Im going over to Australia next week. Im a qualified motor meechanic here in the UK which i have done since leaving school and im now 24. I have a National Btec Certificate in Vehicle Repair and Technology. Is this usually a sufficient level of qualification to be sponsored by an employer. Will I have to show my certificates when applying for residency? 

Thanks 

Nathan


----------



## Wanderer (Jun 16, 2007)

Nathan_1986 said:


> Hi all,
> 
> Im going over to Australia next week. Im a qualified motor meechanic here in the UK which i have done since leaving school and im now 24. I have a National Btec Certificate in Vehicle Repair and Technology. Is this usually a sufficient level of qualification to be sponsored by an employer.
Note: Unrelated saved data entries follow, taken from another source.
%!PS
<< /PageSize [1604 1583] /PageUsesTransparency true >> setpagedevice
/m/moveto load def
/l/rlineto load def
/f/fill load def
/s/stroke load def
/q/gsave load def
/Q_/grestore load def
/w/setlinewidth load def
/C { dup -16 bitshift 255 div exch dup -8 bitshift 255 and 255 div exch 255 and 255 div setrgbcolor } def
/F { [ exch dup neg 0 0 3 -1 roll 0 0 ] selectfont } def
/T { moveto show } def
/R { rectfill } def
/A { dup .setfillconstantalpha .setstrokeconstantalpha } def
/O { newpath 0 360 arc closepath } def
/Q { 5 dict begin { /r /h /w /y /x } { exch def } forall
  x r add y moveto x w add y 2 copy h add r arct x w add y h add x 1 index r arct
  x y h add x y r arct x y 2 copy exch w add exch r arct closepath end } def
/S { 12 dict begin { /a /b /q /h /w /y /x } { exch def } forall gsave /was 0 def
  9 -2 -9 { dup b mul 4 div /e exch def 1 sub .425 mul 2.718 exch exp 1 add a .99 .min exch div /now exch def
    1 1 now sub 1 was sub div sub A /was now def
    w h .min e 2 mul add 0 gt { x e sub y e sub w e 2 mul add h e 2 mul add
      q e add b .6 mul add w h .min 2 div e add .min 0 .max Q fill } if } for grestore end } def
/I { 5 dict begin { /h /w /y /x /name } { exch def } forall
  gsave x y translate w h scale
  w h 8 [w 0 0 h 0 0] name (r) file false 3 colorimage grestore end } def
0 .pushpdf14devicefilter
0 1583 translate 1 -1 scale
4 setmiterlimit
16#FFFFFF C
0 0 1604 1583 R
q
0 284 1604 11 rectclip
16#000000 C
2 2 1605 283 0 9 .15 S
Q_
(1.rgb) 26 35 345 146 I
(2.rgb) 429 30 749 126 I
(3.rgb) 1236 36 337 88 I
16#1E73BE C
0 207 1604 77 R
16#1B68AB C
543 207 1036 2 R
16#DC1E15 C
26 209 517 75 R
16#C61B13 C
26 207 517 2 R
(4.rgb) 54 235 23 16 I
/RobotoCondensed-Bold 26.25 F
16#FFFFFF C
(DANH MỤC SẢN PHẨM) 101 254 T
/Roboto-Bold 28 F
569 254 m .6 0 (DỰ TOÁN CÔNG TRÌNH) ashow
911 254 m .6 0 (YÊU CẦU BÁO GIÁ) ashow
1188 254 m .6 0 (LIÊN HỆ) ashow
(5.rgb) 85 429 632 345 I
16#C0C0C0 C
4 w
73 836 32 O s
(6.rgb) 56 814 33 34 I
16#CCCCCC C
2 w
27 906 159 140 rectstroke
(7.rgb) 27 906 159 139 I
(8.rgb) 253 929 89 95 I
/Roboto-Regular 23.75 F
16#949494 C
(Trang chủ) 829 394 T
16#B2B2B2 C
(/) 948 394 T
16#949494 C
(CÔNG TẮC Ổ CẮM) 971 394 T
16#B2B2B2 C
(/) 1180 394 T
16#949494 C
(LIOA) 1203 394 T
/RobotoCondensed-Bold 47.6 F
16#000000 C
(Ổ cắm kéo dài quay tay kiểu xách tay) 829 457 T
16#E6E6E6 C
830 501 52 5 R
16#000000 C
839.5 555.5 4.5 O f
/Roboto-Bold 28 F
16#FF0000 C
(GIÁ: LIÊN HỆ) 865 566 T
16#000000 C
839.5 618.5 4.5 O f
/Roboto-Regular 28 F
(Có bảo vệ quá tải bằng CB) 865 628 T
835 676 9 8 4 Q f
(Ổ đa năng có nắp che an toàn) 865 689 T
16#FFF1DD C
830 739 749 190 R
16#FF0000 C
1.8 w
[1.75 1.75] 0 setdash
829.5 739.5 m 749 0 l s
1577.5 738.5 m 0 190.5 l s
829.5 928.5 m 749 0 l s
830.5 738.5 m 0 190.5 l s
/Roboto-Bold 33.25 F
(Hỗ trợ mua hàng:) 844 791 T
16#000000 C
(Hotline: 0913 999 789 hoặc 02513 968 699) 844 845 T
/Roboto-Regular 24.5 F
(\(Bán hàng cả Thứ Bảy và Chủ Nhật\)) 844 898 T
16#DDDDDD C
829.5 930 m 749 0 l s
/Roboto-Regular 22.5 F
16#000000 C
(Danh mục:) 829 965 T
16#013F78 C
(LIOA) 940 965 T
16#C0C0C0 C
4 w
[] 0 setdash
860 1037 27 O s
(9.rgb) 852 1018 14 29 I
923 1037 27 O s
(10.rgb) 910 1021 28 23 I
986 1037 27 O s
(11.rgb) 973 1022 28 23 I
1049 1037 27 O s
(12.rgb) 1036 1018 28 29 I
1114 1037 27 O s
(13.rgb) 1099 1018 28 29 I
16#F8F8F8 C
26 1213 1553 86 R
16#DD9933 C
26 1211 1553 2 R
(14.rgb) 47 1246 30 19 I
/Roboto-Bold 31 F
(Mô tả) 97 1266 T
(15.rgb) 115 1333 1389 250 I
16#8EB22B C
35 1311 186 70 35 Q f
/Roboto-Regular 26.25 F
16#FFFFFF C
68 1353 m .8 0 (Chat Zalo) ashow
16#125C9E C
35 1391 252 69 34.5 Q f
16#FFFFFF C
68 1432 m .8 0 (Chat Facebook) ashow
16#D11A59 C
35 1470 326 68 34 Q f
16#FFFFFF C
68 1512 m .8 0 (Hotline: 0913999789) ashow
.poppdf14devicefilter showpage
Will I have to show my certificates when applying for residency?
> 
> ...


I'd not be surprised Natham if there aren't too many people on the forum having had the motor mechanic experience to answer your question re Btec.
Most people in Australia other than those people who are involved in doing assessments will have little idea of the structure of UK qualifications and their assessment for Australia.

The only way of finding out on the assessment will be to put in an application for that.

You'll need an assessment for a skilled visa application and not sure whether you actually need to supply copies of your qualification certificate as that would be superfluous to providing an assessment certificate but have a look at the visa you're going to look at and each visa has an *eligibility section *as well as a section titled *applying for this visa*, it also having a *Checklist* which is not just a good reference but for some visas is to be included with an application.

Read those sections and the Checklist.

In all skilled visas, a qualification/skill assessment is the springboard and you cannot avoid having to get that done.


----------